__TASK GOAL__. Below are entries; tally how many lines hold the string "Loma" and answer with only that figure.

__SOURCE MATERIAL__.
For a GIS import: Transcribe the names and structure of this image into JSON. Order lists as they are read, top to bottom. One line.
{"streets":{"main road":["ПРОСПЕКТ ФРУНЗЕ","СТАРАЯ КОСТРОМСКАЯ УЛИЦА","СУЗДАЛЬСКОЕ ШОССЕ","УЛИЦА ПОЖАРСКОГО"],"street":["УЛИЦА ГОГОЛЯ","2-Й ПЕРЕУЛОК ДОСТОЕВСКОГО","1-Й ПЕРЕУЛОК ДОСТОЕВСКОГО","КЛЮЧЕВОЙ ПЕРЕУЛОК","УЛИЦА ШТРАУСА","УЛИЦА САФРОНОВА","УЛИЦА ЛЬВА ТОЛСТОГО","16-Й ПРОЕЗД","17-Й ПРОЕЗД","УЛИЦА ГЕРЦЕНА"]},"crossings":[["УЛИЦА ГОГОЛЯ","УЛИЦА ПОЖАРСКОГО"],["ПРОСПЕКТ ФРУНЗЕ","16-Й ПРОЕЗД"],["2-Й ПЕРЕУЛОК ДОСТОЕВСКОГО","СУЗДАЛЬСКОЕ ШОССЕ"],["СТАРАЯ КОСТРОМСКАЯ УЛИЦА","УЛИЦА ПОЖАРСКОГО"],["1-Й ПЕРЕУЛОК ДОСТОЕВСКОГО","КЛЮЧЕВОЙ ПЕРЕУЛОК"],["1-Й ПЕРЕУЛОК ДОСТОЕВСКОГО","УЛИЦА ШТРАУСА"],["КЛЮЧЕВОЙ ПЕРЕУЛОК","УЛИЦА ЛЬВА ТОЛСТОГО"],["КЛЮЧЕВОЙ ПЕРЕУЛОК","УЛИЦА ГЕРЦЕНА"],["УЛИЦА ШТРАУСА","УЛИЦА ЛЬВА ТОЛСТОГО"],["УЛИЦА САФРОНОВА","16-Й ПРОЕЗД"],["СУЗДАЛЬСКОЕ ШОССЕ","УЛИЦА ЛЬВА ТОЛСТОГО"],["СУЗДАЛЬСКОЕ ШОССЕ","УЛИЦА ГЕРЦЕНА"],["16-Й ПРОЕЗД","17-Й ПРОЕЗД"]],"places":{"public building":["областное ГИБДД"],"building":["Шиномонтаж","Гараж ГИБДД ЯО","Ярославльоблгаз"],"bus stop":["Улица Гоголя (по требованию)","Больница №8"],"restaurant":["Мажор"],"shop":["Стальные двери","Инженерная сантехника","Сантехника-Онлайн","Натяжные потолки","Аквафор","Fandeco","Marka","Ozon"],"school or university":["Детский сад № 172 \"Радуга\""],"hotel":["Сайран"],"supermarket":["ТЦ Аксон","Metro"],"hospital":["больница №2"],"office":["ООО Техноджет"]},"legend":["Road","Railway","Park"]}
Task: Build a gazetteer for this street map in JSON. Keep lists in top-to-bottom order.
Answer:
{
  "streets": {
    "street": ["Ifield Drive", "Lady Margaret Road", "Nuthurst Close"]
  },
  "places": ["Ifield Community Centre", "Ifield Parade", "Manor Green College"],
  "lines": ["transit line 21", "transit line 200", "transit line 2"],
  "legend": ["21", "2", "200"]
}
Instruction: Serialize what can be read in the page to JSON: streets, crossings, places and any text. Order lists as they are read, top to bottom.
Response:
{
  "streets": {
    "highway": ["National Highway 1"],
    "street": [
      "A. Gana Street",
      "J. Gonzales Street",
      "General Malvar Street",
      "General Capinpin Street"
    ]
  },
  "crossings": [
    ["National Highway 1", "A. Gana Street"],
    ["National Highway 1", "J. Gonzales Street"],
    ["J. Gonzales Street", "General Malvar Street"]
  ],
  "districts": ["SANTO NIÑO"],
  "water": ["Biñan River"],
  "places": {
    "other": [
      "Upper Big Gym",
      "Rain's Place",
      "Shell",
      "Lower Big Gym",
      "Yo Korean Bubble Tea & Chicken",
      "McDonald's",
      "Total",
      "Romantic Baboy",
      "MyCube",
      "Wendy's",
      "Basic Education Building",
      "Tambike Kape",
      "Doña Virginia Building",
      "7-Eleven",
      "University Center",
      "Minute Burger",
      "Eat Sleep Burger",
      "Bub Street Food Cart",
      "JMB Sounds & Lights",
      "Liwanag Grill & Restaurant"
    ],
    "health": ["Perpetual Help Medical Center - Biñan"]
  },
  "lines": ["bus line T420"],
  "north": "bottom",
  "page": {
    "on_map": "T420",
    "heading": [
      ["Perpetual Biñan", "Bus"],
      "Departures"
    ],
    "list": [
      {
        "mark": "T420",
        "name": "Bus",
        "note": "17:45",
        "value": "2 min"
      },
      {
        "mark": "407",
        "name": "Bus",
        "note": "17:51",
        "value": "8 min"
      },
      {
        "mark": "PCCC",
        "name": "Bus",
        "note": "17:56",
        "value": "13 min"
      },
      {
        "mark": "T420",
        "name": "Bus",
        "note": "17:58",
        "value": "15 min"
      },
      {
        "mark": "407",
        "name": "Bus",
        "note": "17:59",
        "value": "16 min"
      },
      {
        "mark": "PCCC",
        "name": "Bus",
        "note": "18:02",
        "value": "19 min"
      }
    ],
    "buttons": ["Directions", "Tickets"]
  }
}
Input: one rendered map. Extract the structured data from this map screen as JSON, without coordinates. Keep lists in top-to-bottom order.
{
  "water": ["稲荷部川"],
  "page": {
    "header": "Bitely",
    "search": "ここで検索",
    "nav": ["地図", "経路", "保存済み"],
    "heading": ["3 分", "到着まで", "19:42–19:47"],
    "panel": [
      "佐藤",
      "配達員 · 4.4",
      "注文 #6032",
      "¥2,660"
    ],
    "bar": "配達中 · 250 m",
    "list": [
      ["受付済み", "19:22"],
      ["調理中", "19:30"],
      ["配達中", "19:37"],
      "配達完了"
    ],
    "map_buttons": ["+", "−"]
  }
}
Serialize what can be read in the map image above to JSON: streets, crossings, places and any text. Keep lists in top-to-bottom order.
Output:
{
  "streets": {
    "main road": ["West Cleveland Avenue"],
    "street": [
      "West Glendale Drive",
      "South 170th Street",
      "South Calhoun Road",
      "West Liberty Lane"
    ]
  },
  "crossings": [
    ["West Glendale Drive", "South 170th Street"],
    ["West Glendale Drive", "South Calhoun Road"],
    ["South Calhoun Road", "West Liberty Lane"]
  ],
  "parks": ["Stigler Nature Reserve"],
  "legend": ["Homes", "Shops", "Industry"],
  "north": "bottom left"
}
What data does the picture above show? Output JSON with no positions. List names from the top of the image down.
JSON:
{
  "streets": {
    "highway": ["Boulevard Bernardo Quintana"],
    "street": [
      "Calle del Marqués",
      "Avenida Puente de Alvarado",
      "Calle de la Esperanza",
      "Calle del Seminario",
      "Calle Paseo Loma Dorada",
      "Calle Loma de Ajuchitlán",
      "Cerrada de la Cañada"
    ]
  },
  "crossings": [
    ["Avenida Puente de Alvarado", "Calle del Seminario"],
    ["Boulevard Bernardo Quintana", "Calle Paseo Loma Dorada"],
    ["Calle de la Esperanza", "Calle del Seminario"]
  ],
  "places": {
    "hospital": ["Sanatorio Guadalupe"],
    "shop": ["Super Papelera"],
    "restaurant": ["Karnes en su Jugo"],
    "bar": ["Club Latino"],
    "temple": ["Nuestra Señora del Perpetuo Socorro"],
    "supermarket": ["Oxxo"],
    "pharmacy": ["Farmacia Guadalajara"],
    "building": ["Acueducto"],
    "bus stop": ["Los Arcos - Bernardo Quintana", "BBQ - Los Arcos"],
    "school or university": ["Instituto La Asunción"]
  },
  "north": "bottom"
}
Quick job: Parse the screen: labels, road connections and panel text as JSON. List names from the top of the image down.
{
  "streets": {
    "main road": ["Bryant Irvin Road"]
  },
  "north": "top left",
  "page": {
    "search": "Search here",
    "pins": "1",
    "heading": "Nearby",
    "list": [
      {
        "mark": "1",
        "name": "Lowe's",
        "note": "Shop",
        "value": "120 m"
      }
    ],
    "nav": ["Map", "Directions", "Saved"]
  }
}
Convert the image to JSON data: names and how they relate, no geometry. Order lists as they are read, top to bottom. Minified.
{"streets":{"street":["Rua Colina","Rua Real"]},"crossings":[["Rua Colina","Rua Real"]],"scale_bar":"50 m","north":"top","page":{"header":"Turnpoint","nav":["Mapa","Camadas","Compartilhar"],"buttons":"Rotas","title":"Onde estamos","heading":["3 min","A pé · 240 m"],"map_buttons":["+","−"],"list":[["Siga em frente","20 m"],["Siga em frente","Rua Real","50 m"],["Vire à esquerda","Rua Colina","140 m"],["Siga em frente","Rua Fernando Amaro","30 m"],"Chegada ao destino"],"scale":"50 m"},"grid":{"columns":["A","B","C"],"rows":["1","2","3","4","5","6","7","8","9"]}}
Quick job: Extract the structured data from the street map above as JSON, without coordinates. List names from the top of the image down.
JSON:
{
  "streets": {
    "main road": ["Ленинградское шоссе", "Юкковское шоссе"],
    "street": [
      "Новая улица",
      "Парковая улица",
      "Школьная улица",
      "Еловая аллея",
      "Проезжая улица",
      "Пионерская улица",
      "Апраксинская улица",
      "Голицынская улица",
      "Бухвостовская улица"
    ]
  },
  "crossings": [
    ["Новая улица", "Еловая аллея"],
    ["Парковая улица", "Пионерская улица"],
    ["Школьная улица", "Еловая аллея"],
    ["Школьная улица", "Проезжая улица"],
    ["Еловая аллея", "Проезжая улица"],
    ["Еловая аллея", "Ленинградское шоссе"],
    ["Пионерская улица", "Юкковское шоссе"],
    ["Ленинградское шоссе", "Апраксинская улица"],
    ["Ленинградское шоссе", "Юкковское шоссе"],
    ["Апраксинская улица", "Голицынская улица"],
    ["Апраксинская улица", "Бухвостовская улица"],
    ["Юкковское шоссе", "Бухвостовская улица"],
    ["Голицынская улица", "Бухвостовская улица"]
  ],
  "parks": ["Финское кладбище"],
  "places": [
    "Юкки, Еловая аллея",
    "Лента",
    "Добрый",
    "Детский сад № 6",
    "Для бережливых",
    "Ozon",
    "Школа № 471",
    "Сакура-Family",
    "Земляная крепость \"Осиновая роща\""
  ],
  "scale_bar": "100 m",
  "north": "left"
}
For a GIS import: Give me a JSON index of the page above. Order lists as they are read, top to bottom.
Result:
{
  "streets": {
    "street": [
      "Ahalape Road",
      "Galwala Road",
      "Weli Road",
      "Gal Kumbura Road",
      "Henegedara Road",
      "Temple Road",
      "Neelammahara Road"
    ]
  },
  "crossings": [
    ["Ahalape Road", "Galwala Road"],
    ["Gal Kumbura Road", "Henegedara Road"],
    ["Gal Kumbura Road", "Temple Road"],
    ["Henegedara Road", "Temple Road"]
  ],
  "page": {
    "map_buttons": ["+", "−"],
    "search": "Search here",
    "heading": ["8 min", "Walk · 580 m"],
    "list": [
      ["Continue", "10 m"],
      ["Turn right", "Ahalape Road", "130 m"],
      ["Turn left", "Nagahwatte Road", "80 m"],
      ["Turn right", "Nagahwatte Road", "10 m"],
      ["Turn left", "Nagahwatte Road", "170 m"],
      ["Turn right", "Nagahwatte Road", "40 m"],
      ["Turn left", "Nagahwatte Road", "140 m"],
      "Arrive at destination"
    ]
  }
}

__RESULT OF THE TASK__. 3